When Did the Fourth Estate Become a Fifth Column?

Armstrong Williams /

The role of the media—once hailed as the “Fourth Estate” of democracy—is increasingly suspected of partisanship.

Fewer and fewer believe journalism is trustworthy, as opposed to a neutral platform for competing truths. Many outlets today are seen as proxies for candidates or political parties, and even cheerlead at political fundraising extravaganzas.

Networks such as MSNBC, ABC, CBS, and CNN are commonly disparaged for swooning over liberal icons like Vice President Kamala Harris, while platforms such as Fox News, Newsmax, and even X owner Elon Musk are Donald Trump echo chambers.

Both sides have drunk the Kool-Aid. They have taken Friedrich Nietzsche to a new level: “There are no facts, only interpretations.”

Public trust in journalism has hit its nadir. Far too many journalists perceive manufactured news as a significant issue, and the majority are concerned about how biased coverage misinforms the public. Opinion and news are routinely blurred, especially in political affairs.

In the lead-up to the 2024 presidential election, partisan media coverage has amplified conflict rather than neutral information. The favored candidate is the White Knight, who disfavored the serpent in the Garden of Eden. Tiny differences over issues are magnified from fleas into elephants.

Journalism ends up being a centripetal force rather than a centrifugal one. Disinformation drives out truth.

COVID-19 pandemic studies have shown that even factually accurate, but biased, content can be more damaging than outright fake news. Articles that focus on statistical anomalies or misleading narratives around vaccines, even when factually true, contributed to vaccine skepticism far more than flagged misinformation, according to researchers from the Wharton School of the University of Pennsylvania and Massachusetts Institute of Technology. Facts taken out of context are falsehoods.

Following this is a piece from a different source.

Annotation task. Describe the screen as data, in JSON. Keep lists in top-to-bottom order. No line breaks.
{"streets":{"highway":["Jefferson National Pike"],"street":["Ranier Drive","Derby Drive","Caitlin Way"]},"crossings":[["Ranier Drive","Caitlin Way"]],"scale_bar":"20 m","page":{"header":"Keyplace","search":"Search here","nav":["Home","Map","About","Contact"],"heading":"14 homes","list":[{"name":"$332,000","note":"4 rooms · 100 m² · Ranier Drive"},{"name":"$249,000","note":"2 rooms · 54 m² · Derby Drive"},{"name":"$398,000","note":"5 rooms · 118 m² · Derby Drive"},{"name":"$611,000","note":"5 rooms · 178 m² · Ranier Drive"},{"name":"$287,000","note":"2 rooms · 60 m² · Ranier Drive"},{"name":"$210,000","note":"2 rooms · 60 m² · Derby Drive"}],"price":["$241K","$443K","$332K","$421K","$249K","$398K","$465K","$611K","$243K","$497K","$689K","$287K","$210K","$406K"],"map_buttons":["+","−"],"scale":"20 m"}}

Distrust of the Fourth Estate has also led to calls for greater accountability. Some call for upgraded fact-checking, others for licensing journalists. But those are panaceas. The permanent solution is to redraw clear lines between fact and opinion, and to call out false information for what it is.

The media has a yawning credibility gap that will prove ruinous unless corrected posthaste. Its First Amendment role as a check on government corruption and lawlessness will end. We will all be worse off, except those lusting for power.

To paraphrase “Pogo,” the Fourth Estate has met the enemy, and it is they.